→ Data section

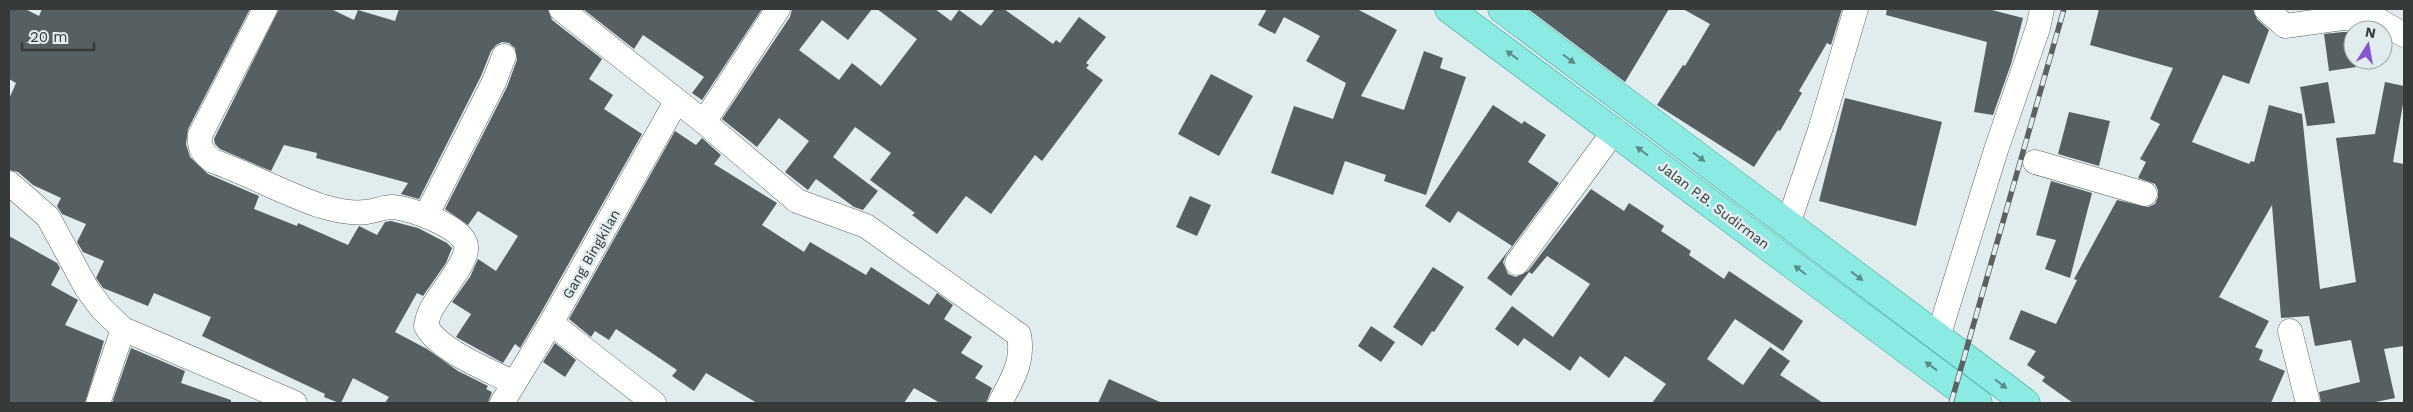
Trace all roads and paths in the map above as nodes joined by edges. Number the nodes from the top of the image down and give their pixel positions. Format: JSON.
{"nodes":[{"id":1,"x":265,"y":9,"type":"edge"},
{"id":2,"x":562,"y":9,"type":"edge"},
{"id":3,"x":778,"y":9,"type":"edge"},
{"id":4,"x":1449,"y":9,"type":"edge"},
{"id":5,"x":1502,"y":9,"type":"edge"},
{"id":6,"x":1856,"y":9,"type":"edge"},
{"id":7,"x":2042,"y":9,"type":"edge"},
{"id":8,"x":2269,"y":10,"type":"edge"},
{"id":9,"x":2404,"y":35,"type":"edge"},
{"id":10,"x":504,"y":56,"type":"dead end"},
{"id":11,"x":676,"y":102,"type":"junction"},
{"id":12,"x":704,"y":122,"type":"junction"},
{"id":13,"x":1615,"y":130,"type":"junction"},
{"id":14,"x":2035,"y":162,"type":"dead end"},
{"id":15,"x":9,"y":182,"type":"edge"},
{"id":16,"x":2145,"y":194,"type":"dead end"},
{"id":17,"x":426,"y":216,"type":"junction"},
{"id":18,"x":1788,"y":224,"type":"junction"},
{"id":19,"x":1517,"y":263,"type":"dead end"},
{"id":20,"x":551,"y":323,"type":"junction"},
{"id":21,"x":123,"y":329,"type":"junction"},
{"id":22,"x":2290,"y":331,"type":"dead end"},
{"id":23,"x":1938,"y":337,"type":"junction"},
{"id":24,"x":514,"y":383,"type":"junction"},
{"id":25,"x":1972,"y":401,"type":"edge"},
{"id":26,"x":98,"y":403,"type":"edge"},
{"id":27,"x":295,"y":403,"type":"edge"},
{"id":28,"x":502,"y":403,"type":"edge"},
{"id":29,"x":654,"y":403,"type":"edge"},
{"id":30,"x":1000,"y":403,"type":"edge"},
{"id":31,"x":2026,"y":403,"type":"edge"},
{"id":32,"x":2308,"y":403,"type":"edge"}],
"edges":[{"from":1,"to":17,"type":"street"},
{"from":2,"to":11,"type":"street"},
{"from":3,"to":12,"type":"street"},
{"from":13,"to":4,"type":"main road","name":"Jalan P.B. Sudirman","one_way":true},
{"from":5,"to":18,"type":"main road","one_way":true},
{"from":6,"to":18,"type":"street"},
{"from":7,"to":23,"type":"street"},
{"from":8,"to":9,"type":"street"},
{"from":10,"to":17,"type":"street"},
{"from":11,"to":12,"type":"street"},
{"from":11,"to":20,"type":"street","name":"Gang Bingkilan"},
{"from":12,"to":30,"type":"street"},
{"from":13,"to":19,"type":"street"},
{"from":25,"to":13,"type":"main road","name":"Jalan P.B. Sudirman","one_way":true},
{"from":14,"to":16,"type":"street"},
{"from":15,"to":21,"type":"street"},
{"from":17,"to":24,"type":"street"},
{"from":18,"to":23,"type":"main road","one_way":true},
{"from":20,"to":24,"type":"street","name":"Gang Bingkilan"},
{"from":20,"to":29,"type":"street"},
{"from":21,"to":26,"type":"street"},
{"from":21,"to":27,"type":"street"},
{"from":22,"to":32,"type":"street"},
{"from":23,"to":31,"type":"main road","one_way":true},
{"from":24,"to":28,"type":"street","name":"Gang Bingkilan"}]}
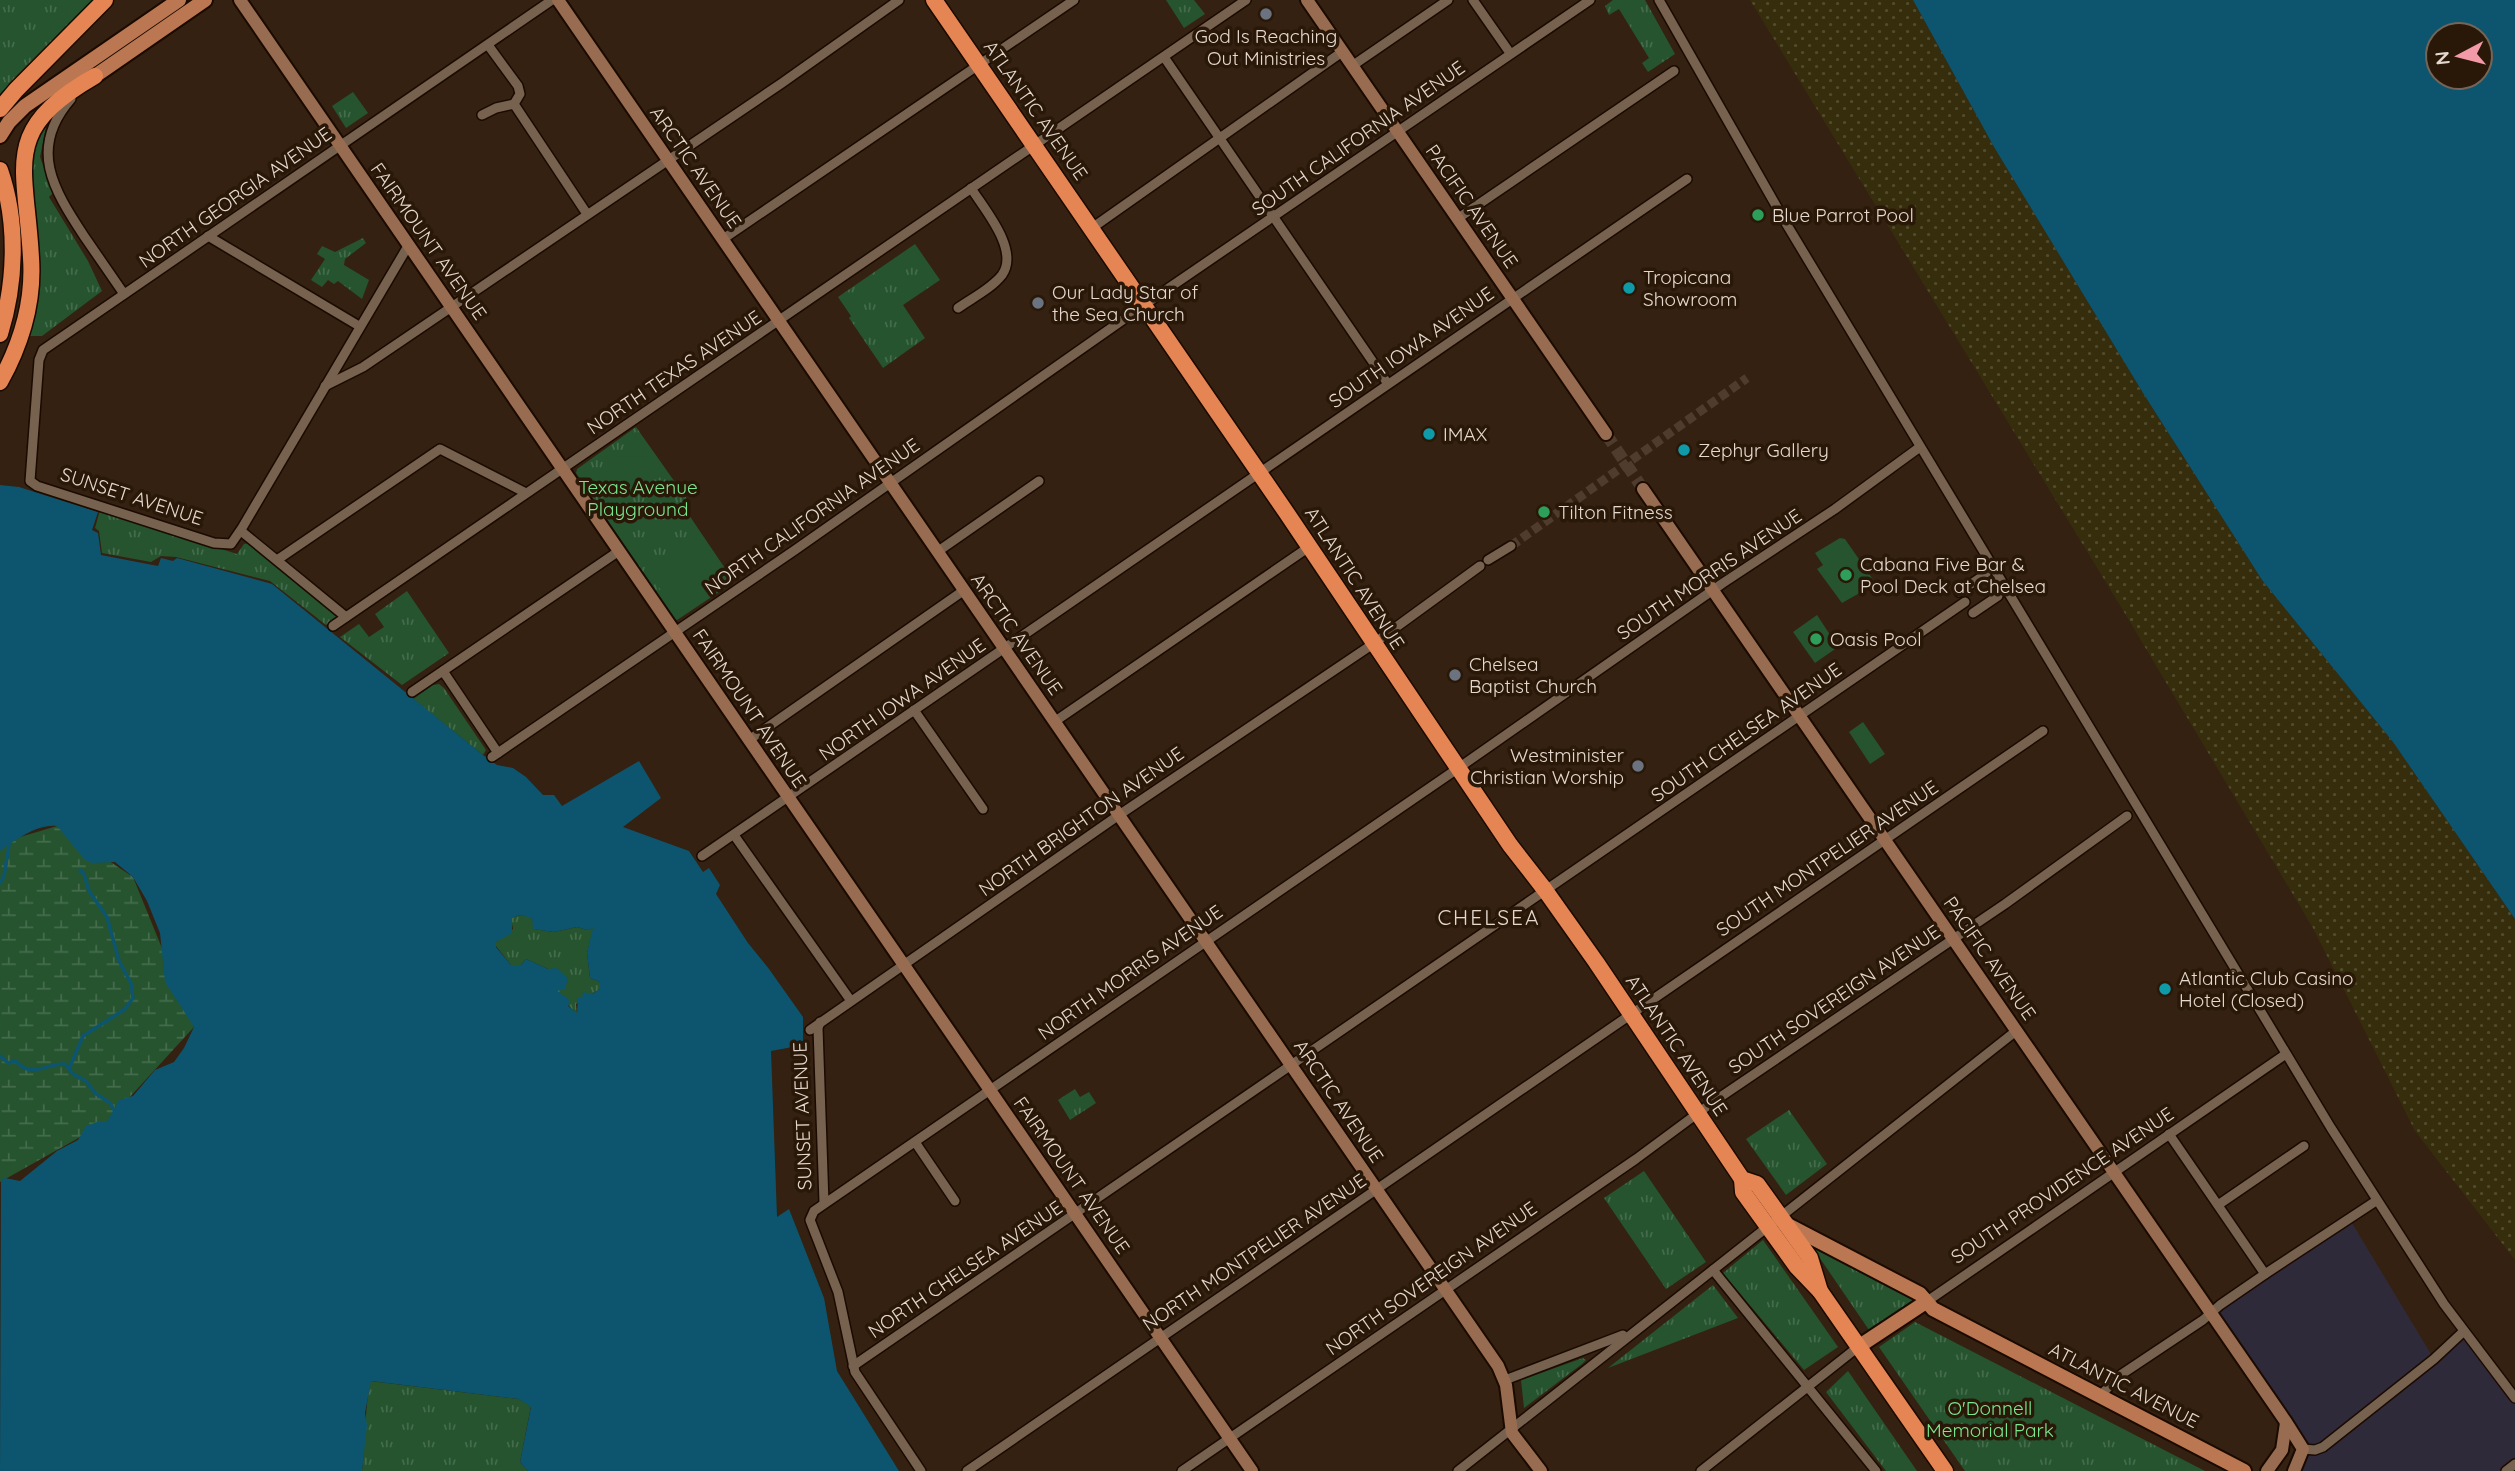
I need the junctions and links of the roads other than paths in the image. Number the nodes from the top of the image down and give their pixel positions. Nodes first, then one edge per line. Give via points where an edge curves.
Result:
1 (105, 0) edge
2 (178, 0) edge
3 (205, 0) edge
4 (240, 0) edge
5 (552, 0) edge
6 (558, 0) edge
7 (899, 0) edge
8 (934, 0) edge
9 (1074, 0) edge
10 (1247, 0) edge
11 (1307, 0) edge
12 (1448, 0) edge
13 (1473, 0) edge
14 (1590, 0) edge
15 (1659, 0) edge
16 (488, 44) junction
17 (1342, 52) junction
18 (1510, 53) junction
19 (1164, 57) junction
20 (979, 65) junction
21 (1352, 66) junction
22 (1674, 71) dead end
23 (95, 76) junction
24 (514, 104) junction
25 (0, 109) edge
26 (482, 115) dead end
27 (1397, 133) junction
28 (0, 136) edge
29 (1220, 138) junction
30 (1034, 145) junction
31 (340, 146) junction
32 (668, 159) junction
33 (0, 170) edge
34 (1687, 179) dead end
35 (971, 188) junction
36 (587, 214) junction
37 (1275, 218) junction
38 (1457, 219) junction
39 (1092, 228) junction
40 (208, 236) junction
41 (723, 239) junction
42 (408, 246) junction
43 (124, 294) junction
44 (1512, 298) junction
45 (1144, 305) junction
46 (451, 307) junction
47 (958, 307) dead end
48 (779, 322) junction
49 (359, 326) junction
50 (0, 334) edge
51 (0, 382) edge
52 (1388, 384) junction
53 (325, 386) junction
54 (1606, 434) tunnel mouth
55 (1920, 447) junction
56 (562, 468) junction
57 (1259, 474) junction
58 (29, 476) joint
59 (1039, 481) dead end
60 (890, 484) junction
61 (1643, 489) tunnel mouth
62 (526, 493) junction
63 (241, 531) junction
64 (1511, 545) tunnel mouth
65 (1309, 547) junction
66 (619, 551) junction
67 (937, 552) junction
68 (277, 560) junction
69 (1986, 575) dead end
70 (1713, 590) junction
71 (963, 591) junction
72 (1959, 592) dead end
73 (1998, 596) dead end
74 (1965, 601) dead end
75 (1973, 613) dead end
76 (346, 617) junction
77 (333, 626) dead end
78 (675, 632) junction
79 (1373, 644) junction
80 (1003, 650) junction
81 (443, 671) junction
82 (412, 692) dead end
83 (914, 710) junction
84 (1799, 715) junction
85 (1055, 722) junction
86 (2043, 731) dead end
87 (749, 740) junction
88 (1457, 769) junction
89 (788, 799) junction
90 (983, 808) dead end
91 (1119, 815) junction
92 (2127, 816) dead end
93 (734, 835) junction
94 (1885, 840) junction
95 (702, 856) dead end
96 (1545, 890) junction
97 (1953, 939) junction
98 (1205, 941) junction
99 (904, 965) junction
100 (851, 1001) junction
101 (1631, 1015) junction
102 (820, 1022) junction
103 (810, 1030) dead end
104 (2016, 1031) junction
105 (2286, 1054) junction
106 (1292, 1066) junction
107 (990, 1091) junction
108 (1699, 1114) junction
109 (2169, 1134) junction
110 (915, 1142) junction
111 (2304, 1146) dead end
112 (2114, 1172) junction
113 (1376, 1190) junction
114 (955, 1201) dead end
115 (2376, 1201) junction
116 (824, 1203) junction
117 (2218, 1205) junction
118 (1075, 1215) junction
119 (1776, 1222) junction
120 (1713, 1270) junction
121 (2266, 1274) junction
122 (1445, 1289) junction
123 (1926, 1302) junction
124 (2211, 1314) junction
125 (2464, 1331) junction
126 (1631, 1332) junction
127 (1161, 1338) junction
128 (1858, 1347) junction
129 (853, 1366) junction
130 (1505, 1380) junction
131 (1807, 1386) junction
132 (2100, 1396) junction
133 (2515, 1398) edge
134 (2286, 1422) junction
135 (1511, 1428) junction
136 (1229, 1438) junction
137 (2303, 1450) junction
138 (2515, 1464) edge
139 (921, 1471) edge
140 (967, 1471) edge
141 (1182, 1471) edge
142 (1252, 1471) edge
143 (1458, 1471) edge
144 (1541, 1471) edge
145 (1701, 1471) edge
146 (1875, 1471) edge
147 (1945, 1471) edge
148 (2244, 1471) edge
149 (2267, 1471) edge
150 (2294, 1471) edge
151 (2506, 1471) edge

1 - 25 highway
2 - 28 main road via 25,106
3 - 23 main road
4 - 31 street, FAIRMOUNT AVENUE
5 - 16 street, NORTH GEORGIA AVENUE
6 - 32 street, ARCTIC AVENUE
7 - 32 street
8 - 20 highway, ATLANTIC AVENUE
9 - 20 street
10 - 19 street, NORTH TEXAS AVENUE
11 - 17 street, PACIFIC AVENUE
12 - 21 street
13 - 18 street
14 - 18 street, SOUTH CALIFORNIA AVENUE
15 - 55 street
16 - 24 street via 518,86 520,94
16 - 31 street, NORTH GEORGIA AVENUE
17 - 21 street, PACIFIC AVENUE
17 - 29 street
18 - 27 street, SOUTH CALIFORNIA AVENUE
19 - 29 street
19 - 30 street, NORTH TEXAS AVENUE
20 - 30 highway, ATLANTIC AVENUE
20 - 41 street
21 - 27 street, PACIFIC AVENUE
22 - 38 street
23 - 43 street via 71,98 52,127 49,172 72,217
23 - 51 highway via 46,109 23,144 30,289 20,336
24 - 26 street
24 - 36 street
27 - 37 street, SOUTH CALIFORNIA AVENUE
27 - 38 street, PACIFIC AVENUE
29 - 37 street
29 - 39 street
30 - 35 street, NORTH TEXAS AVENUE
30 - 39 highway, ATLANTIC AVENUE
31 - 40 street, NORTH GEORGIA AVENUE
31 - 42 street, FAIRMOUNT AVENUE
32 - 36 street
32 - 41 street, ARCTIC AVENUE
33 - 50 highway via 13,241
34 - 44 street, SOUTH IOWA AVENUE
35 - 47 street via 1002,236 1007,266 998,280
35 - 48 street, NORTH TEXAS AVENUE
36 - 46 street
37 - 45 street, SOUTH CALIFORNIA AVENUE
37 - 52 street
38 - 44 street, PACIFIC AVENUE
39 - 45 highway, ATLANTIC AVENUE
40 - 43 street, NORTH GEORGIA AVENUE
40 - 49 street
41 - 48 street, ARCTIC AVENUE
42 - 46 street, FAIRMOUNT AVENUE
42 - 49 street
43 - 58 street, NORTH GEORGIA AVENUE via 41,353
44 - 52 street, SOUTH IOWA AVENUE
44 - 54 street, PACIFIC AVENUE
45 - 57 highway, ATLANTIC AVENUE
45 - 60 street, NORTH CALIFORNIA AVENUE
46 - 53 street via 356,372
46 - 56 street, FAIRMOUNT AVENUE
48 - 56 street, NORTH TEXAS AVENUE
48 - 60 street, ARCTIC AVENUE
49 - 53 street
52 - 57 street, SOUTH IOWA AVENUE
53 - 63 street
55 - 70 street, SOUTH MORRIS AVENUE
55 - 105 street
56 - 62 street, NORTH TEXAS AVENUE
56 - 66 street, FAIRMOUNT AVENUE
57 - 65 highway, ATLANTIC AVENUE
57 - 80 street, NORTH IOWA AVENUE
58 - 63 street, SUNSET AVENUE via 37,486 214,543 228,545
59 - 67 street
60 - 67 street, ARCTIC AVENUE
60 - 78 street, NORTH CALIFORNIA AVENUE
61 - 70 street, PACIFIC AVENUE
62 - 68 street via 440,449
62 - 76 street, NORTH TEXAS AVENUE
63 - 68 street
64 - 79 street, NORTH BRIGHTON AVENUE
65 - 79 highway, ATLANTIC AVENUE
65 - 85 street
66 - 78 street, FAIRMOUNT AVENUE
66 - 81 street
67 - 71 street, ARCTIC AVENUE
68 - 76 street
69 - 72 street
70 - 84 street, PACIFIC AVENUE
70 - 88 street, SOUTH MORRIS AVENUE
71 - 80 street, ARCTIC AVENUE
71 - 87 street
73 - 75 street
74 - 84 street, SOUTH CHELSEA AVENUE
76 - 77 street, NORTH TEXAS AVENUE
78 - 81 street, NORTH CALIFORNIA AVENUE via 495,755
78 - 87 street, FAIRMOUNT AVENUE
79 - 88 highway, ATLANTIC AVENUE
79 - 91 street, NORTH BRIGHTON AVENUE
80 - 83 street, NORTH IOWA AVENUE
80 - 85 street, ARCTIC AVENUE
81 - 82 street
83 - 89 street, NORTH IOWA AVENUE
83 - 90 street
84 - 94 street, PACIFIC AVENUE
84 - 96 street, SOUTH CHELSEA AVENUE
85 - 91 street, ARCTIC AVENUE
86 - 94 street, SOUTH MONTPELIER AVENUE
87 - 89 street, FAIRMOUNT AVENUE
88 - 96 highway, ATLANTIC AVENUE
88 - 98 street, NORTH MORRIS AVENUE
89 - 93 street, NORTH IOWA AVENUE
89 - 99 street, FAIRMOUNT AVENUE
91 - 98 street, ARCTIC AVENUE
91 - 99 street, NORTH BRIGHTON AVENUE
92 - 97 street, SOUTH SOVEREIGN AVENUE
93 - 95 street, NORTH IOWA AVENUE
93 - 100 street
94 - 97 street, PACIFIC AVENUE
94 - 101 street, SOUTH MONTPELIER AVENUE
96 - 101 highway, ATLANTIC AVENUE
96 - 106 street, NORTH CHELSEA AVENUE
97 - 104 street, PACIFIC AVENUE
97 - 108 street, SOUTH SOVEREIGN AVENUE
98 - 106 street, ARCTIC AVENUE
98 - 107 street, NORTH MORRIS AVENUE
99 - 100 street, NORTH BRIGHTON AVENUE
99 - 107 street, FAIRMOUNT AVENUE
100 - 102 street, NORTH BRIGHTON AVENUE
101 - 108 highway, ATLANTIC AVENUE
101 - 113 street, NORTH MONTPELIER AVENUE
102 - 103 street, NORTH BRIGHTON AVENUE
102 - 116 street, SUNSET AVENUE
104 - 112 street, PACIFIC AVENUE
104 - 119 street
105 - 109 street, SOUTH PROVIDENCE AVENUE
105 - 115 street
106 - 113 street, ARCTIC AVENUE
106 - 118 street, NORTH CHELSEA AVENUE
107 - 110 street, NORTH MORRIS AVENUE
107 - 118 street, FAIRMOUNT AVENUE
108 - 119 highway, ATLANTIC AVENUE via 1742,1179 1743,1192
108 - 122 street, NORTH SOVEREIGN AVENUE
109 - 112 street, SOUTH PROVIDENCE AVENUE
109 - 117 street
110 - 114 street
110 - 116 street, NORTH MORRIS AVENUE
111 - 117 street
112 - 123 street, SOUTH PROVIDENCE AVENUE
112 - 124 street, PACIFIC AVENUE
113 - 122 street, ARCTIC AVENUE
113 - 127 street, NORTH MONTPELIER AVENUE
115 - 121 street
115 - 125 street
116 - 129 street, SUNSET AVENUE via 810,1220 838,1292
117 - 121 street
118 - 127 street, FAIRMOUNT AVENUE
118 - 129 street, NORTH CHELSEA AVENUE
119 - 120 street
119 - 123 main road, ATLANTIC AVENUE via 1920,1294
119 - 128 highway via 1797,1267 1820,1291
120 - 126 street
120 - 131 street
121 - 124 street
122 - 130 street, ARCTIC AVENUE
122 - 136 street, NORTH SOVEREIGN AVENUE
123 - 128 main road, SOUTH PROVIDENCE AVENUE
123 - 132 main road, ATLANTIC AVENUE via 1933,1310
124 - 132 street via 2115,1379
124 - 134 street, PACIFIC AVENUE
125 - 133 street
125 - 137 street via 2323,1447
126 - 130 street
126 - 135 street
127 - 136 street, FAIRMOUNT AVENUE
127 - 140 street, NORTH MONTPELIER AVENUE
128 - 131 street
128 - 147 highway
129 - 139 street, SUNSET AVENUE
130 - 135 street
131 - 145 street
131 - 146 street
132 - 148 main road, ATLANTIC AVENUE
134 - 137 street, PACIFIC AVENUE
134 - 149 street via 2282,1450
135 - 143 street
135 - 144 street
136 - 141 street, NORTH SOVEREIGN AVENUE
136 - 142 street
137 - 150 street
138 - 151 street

→ Problem description
In the entries above, find each line that includes the string "name" and copy it.

→ Written solution
{"from":13,"to":4,"type":"main road","name":"Jalan P.B. Sudirman","one_way":true},
{"from":11,"to":20,"type":"street","name":"Gang Bingkilan"},
{"from":25,"to":13,"type":"main road","name":"Jalan P.B. Sudirman","one_way":true},
{"from":20,"to":24,"type":"street","name":"Gang Bingkilan"},
{"from":24,"to":28,"type":"street","name":"Gang Bingkilan"}]}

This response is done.